* [EXERCISE PROMPT]:
Write out the data that follows exactly, keeping every picture out.

* [EXCERPTED RECORDS]:
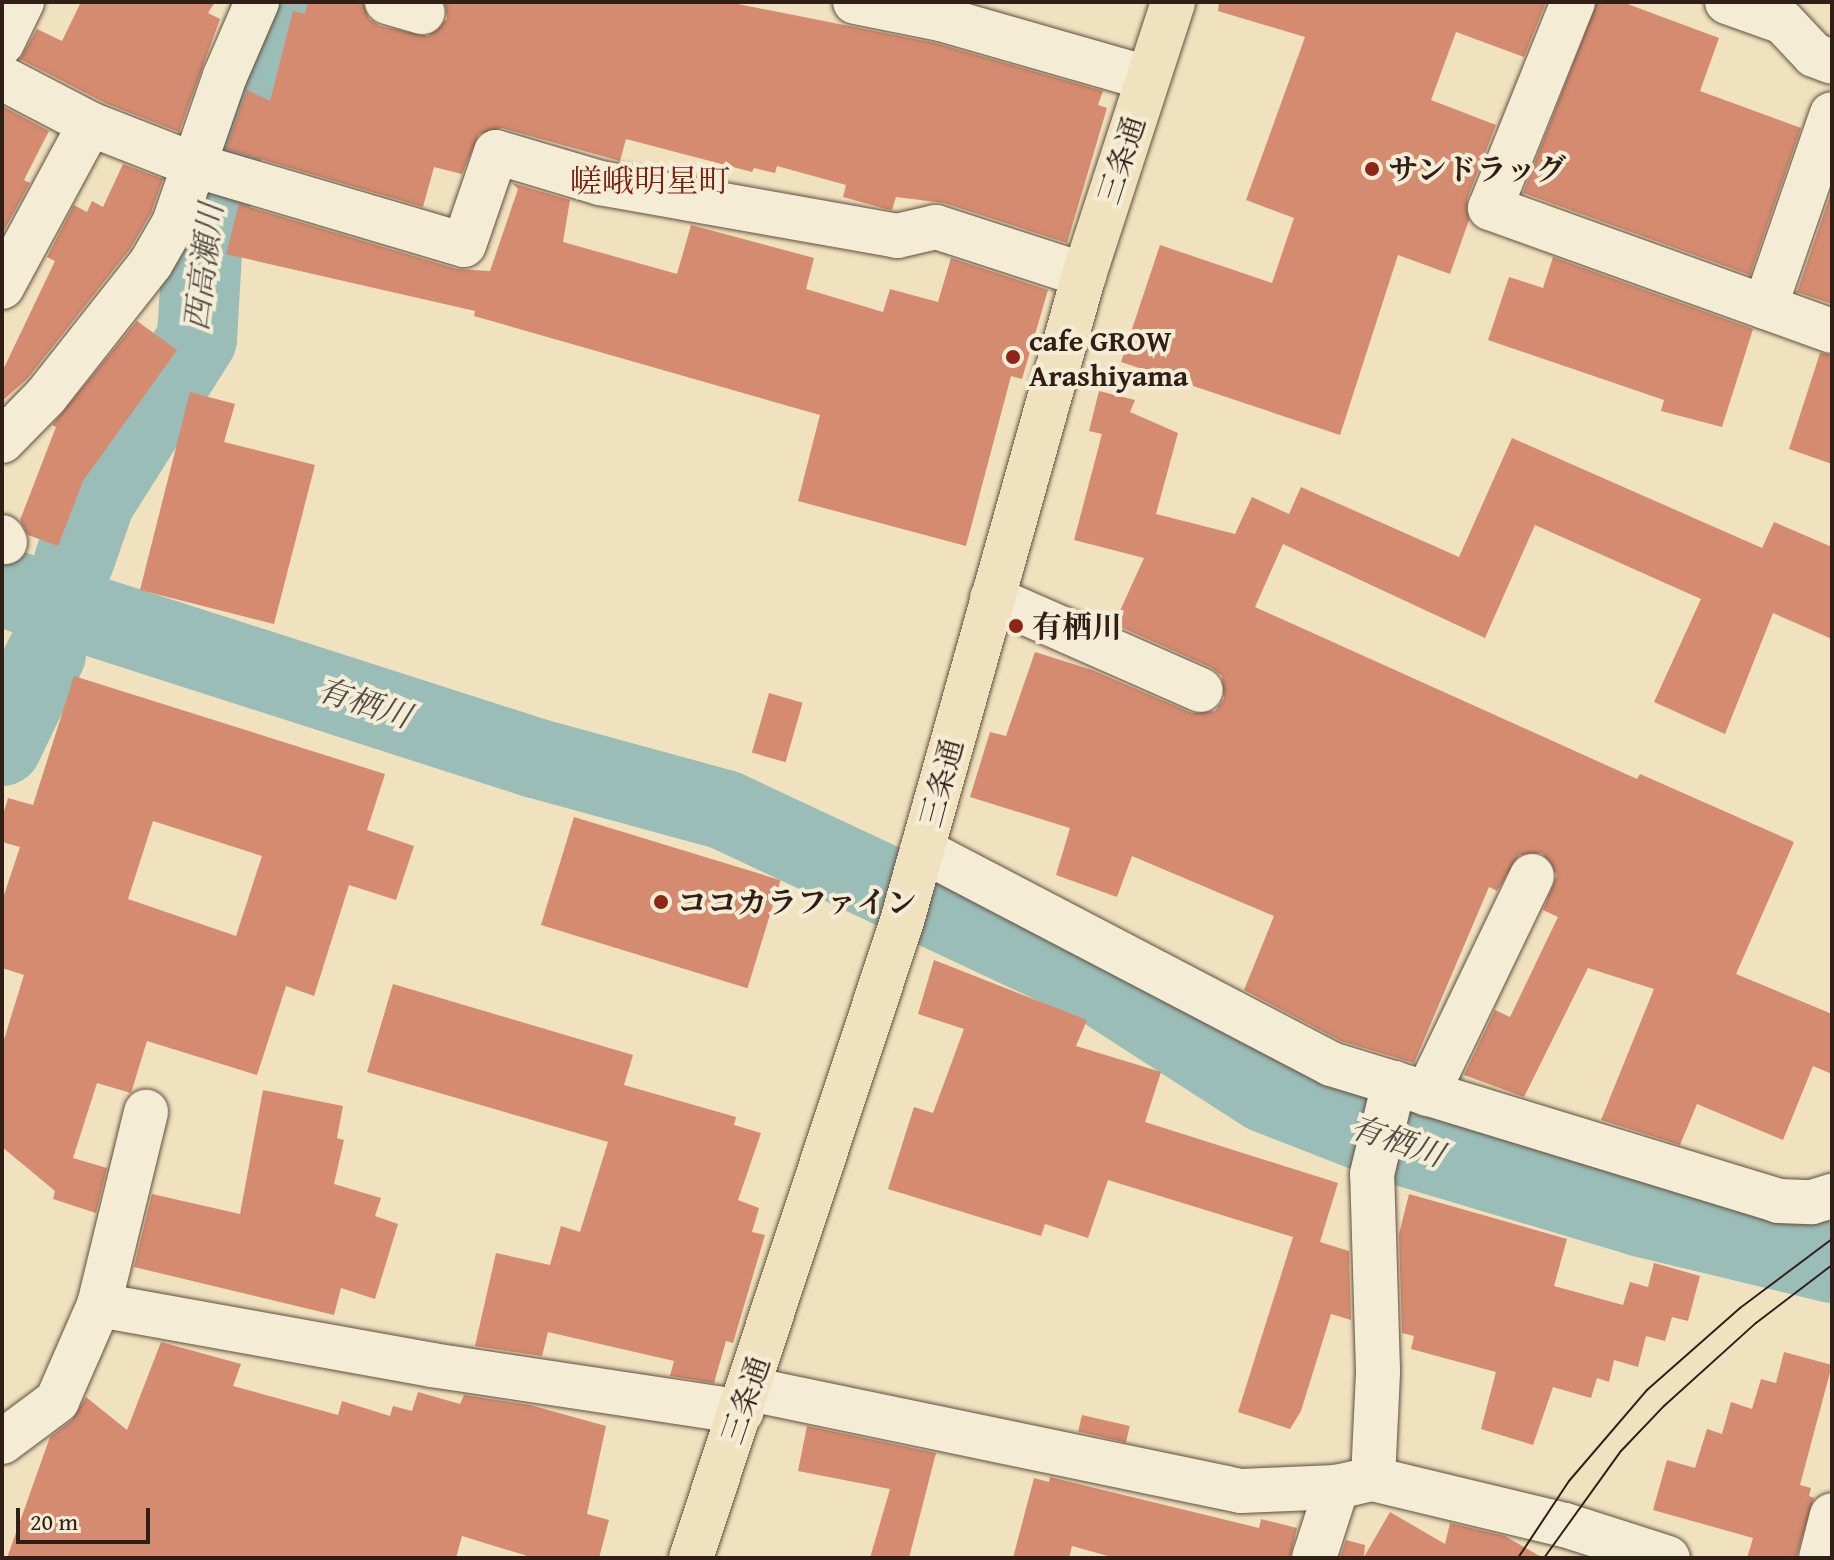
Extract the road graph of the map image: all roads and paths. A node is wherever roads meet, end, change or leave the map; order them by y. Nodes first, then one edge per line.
1 (22, 2) edge
2 (257, 2) edge
3 (855, 2) edge
4 (1173, 2) edge
5 (1573, 2) edge
6 (1727, 2) edge
7 (2, 43) edge
8 (1832, 62) edge
9 (2, 78) edge
10 (1147, 78) junction
11 (1832, 114) edge
12 (90, 124) junction
13 (213, 171) junction
14 (1084, 275) junction
15 (2, 287) edge
16 (1765, 307) junction
17 (1832, 331) edge
18 (2, 441) edge
19 (992, 598) junction
20 (1201, 690) dead end
21 (921, 855) junction
22 (1532, 876) dead end
23 (1403, 1092) junction
24 (146, 1112) dead end
25 (1832, 1196) edge
26 (99, 1305) junction
27 (745, 1400) junction
28 (2, 1442) edge
29 (1355, 1483) junction
30 (1832, 1515) edge
31 (691, 1558) edge
32 (1314, 1558) edge
33 (1668, 1558) edge
34 (1821, 1558) edge

1 - 7 street
2 - 13 street
3 - 10 street
4 - 10 main road, 三条通
5 - 16 street
6 - 8 street
9 - 12 street
10 - 14 main road, 三条通
11 - 16 street
12 - 13 street
12 - 15 street
13 - 14 street
13 - 18 street
14 - 19 main road, 三条通
16 - 17 street
19 - 20 street
19 - 21 main road, 三条通
21 - 23 street
21 - 27 main road, 三条通
22 - 23 street
23 - 25 street
23 - 29 street
24 - 26 street
26 - 27 street
26 - 28 street
27 - 29 street
27 - 31 main road, 三条通
29 - 32 street
29 - 33 street
30 - 34 street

* [RESPONSE TO THIS EXERCISE]:
Extract the road graph of the map image: all roads and paths. A node is wherever roads meet, end, change or leave the map; order them by y. Nodes first, then one edge per line.
1 (22, 2) edge
2 (257, 2) edge
3 (855, 2) edge
4 (1173, 2) edge
5 (1573, 2) edge
6 (1727, 2) edge
7 (2, 43) edge
8 (1832, 62) edge
9 (2, 78) edge
10 (1147, 78) junction
11 (1832, 114) edge
12 (90, 124) junction
13 (213, 171) junction
14 (1084, 275) junction
15 (2, 287) edge
16 (1765, 307) junction
17 (1832, 331) edge
18 (2, 441) edge
19 (992, 598) junction
20 (1201, 690) dead end
21 (921, 855) junction
22 (1532, 876) dead end
23 (1403, 1092) junction
24 (146, 1112) dead end
25 (1832, 1196) edge
26 (99, 1305) junction
27 (745, 1400) junction
28 (2, 1442) edge
29 (1355, 1483) junction
30 (1832, 1515) edge
31 (691, 1558) edge
32 (1314, 1558) edge
33 (1668, 1558) edge
34 (1821, 1558) edge

1 - 7 street
2 - 13 street
3 - 10 street
4 - 10 main road, 三条通
5 - 16 street
6 - 8 street
9 - 12 street
10 - 14 main road, 三条通
11 - 16 street
12 - 13 street
12 - 15 street
13 - 14 street
13 - 18 street
14 - 19 main road, 三条通
16 - 17 street
19 - 20 street
19 - 21 main road, 三条通
21 - 23 street
21 - 27 main road, 三条通
22 - 23 street
23 - 25 street
23 - 29 street
24 - 26 street
26 - 27 street
26 - 28 street
27 - 29 street
27 - 31 main road, 三条通
29 - 32 street
29 - 33 street
30 - 34 street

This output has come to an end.